The strike breakers hired to man the cars are repulsed by the strikers and a company of Infantry is called out to stop the trouble. Some toughs among the breakers, having received a beating by the strikers, decide to burn the cars and blame it on the other men. They set fire to an oil house and are about to escape when they find the Generals daughter and throw her into the burning building. A man who sees it rushes to the assembly and tells what has happened. Stebbing, who is there, runs to the burning building and carries out the girl, as the house is blown to atoms. He is frightfully burned and taken to the girl's house. Here he receives her consent to be his wife, as she terms him the better man. The other minister becomes Bishop. His opponent does not feel capable of filling the post, his work is among the poor and lowly."

==Cast==
- William Courtleigh Jr. - Reverend Mark Stebbing
- Arthur Hoops - Reverend Lionel Barmore
- Alice Claire Elliott - Margaret Wharton
- Robert Broderick - Henry Wharton
- William R. Randall - Penrod
- Jack Henry - Clancy
- D. Hogan - Spike
- Morgan Thorpe - Bishop
- Albert S. Howson - Wharton's Secretary

== Reception ==
Motography gave the film a positive review, praising the performers for their excellence, saying "one could hardly wish for a more capable or well selected cast."

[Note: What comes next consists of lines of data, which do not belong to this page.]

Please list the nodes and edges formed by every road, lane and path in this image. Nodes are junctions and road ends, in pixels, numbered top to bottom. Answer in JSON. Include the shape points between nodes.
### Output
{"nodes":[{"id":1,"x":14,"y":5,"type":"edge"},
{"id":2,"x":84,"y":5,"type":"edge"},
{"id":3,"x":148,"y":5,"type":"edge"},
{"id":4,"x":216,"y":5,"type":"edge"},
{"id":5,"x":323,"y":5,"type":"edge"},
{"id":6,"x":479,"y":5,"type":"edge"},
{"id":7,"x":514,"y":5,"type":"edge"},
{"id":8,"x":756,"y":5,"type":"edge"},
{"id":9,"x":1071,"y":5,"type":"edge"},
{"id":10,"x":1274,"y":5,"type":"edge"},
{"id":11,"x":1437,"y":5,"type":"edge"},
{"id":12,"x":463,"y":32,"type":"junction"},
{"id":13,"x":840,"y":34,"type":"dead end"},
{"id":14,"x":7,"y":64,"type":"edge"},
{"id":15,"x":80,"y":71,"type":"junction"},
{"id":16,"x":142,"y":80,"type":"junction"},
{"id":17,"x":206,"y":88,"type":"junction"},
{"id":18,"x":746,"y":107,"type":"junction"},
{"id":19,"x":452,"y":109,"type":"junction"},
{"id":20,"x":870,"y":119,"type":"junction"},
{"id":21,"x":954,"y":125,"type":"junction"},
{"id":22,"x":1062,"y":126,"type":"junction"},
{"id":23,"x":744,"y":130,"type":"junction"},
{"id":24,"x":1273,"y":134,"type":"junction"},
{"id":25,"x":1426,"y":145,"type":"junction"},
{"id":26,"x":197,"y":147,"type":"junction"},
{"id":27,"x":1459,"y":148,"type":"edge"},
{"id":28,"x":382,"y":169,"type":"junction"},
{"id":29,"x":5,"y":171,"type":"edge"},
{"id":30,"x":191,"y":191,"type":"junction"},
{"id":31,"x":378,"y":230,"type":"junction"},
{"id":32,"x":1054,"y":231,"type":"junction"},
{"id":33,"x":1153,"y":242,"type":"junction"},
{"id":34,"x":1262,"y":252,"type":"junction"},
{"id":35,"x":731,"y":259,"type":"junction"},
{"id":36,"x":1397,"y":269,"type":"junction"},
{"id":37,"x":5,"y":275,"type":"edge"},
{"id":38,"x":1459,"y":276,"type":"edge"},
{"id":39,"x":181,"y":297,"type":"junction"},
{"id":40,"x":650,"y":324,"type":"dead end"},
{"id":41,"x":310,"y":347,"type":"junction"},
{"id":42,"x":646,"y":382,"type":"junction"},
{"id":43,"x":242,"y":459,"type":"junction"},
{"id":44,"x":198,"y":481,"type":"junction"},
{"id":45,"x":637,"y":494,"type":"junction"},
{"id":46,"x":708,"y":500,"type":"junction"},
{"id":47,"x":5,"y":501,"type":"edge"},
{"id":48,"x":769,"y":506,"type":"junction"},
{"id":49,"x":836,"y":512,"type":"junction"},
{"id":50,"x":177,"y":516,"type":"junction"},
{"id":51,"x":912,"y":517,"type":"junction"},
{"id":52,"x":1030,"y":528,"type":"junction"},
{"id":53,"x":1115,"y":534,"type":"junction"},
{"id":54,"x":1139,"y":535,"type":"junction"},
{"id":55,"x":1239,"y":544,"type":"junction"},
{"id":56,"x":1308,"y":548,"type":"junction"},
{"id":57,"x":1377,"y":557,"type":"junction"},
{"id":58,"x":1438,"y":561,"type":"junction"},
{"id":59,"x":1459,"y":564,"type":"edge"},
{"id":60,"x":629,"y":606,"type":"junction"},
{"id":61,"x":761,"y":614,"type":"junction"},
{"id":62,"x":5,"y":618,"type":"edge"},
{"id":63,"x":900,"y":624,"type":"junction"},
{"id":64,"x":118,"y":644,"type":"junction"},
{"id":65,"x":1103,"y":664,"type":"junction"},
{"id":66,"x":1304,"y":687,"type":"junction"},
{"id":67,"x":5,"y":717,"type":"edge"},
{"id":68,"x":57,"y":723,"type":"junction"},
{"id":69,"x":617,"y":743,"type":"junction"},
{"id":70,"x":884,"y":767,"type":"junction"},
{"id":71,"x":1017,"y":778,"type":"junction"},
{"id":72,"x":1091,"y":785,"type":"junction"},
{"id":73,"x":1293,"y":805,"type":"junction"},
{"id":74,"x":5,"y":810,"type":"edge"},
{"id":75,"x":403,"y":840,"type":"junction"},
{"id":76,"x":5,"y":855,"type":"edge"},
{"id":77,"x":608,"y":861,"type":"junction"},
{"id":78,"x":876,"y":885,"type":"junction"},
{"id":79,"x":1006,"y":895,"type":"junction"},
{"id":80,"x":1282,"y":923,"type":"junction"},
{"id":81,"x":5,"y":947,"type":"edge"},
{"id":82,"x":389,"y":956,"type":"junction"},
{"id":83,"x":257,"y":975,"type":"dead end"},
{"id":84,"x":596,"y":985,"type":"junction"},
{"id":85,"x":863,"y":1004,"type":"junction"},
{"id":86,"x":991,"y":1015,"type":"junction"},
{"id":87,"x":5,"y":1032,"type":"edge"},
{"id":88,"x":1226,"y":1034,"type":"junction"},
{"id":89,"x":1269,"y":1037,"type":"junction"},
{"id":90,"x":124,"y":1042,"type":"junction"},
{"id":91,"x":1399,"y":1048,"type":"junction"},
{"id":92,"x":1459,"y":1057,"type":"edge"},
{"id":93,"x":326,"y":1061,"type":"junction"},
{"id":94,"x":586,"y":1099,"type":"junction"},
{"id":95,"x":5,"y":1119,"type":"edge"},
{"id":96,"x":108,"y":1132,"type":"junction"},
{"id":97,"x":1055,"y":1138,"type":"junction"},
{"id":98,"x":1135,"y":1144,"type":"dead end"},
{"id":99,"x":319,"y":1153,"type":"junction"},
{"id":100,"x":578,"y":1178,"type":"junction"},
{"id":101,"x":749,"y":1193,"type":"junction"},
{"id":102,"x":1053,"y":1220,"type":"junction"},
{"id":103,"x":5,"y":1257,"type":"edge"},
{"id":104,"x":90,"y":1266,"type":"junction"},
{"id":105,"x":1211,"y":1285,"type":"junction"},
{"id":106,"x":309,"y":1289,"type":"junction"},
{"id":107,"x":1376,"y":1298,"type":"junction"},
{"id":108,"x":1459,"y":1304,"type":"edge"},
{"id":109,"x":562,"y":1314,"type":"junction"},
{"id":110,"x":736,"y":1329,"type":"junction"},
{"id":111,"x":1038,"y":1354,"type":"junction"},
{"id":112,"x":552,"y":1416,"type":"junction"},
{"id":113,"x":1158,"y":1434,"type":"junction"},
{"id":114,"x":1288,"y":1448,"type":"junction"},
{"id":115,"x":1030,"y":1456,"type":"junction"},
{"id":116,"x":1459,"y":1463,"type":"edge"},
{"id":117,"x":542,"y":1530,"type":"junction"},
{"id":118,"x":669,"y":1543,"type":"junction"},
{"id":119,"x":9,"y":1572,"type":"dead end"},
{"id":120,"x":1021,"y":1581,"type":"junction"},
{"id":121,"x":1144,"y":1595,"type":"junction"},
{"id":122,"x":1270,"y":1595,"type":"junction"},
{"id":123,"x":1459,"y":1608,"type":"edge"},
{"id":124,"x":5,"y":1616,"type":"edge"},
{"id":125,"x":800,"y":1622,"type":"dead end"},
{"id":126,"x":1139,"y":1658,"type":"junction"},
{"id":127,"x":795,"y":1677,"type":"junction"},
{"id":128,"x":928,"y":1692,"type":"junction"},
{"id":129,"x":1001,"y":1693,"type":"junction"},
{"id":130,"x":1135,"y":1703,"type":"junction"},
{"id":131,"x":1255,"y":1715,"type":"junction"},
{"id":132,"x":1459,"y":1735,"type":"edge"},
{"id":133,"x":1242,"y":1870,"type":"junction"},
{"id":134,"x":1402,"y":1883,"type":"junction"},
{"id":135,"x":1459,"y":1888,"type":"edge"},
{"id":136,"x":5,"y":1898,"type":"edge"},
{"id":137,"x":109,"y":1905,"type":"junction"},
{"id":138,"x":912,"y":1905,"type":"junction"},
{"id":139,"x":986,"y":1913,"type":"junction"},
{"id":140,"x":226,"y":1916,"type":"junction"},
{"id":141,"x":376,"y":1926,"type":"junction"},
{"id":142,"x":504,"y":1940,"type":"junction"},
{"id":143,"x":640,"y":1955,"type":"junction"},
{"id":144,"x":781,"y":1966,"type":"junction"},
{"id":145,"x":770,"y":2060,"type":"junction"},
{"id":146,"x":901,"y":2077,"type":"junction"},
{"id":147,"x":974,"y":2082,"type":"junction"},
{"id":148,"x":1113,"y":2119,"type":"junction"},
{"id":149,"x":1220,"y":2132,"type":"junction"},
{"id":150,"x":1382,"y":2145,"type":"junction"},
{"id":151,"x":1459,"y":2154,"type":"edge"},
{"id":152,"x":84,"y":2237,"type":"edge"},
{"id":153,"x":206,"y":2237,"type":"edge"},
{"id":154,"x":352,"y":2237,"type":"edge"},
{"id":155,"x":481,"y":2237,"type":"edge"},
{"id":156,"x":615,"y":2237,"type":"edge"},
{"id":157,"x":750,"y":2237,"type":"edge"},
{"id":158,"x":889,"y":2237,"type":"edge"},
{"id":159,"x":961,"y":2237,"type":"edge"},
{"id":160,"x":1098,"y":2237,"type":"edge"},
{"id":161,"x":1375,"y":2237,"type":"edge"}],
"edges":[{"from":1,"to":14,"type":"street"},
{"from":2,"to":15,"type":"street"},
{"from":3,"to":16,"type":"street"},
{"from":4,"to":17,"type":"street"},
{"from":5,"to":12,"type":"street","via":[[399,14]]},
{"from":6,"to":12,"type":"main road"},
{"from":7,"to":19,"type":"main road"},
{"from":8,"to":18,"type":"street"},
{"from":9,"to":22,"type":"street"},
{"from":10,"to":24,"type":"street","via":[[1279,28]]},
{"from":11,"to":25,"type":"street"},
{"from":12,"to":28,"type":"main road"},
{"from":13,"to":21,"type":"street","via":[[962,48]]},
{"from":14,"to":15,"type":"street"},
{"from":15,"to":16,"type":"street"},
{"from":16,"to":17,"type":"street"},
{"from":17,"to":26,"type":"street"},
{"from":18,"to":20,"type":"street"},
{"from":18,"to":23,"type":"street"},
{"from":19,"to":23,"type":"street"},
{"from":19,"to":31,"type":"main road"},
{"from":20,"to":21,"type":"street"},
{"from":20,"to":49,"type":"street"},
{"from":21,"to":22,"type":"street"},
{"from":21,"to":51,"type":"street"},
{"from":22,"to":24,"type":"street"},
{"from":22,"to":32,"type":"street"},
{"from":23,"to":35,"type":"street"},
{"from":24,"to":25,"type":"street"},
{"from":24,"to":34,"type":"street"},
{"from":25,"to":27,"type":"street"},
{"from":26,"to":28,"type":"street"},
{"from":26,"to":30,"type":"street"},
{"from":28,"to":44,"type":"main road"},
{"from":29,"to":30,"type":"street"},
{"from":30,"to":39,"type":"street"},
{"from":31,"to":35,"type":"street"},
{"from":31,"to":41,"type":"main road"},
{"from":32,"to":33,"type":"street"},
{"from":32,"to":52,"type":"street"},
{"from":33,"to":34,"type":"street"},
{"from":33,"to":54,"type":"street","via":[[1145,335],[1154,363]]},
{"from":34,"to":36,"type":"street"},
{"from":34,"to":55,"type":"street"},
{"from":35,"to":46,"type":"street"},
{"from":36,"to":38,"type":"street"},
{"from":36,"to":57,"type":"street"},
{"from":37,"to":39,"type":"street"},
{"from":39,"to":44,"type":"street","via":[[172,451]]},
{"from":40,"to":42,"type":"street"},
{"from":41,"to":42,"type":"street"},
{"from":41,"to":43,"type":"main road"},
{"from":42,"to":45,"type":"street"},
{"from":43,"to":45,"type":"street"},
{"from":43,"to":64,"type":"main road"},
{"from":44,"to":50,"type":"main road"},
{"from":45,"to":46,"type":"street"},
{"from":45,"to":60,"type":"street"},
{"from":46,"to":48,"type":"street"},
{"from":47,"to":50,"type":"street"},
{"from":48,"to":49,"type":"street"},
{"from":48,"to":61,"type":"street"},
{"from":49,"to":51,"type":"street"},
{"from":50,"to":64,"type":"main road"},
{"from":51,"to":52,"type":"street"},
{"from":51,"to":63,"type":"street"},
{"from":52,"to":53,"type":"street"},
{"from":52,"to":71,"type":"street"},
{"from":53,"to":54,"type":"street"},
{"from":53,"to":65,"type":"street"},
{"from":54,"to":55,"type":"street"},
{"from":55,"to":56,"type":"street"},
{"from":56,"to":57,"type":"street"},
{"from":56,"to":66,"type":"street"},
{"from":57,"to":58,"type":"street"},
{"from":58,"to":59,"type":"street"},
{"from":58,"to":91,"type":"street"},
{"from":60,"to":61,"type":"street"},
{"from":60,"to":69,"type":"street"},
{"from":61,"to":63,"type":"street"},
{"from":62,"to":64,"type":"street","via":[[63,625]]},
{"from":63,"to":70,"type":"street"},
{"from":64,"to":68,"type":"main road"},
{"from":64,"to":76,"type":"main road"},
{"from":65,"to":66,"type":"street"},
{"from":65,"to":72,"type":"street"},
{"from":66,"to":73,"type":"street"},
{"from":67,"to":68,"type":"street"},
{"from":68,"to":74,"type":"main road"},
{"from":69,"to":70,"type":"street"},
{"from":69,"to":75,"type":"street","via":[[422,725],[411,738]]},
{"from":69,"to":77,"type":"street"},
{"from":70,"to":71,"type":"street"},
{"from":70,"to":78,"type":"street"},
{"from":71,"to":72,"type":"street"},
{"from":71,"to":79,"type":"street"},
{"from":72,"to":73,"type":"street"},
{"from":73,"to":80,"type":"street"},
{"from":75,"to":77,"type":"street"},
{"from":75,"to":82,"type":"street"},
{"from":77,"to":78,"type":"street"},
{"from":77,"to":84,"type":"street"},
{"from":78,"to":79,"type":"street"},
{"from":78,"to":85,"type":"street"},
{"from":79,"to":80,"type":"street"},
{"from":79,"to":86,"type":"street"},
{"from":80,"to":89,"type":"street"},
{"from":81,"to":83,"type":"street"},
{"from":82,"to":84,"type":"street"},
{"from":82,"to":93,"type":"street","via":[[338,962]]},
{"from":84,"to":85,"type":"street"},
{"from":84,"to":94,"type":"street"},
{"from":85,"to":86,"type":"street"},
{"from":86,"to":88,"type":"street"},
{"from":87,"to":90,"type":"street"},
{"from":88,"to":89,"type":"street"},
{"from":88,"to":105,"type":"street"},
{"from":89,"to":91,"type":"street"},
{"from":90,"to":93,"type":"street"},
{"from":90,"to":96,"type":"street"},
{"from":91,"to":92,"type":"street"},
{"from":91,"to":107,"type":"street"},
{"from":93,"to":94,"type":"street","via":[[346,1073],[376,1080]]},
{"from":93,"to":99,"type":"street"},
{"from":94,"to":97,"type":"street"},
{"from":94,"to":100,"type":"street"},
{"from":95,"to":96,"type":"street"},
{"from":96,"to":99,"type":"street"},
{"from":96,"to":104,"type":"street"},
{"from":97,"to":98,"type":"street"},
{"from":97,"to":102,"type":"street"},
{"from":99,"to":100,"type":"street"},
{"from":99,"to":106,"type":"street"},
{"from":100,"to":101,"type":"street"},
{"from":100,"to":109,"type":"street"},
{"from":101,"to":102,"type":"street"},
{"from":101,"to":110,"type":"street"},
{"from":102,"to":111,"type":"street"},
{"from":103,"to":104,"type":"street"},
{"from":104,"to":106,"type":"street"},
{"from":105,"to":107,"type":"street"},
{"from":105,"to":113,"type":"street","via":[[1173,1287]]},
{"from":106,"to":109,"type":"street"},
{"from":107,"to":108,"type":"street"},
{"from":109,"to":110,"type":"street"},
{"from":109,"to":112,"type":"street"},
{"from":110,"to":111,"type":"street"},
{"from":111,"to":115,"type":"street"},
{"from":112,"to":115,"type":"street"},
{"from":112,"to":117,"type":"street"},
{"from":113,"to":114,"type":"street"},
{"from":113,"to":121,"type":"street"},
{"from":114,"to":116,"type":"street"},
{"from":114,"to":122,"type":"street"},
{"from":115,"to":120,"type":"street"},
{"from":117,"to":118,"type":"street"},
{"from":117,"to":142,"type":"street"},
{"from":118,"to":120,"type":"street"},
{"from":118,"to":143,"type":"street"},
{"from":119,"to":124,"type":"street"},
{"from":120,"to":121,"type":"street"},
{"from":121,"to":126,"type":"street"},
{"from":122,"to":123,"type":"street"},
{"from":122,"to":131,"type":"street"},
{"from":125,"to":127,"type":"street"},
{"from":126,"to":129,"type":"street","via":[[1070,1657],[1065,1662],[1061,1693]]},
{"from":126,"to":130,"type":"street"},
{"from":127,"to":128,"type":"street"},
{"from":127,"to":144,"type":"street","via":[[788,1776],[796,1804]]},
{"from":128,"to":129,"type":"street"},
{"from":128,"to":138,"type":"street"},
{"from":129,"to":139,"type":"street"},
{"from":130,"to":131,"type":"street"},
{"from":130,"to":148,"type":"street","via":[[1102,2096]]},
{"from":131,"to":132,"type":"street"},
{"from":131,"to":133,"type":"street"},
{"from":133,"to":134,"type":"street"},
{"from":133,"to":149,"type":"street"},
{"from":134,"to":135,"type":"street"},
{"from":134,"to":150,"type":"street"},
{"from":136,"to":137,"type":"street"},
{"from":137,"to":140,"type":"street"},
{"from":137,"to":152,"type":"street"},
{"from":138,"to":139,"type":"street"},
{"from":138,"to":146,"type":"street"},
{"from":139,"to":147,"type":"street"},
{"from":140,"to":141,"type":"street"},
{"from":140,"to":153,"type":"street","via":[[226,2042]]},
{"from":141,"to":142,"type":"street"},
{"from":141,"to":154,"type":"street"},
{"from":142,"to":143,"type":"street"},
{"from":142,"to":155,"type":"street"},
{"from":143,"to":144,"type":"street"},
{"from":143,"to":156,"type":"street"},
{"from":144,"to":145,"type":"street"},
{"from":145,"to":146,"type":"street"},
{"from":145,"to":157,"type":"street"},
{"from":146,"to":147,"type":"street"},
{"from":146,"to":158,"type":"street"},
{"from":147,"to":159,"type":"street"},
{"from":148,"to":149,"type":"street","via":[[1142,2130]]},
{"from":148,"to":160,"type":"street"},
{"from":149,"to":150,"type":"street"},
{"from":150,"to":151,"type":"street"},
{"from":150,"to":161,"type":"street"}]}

Motion Picture News reviewer J. Burroughs Noell gave the film a positive review, finding the cast to be excellent and the story to be "a daring and earnest protest against conditions as they are found in many of our churches."

Moving Picture World reviewer George Blaisdell gave the film a glowing review, praising Morgan Thorpe for his "splendid" performance as the Bishop and "great care" was taken in designing the interiors.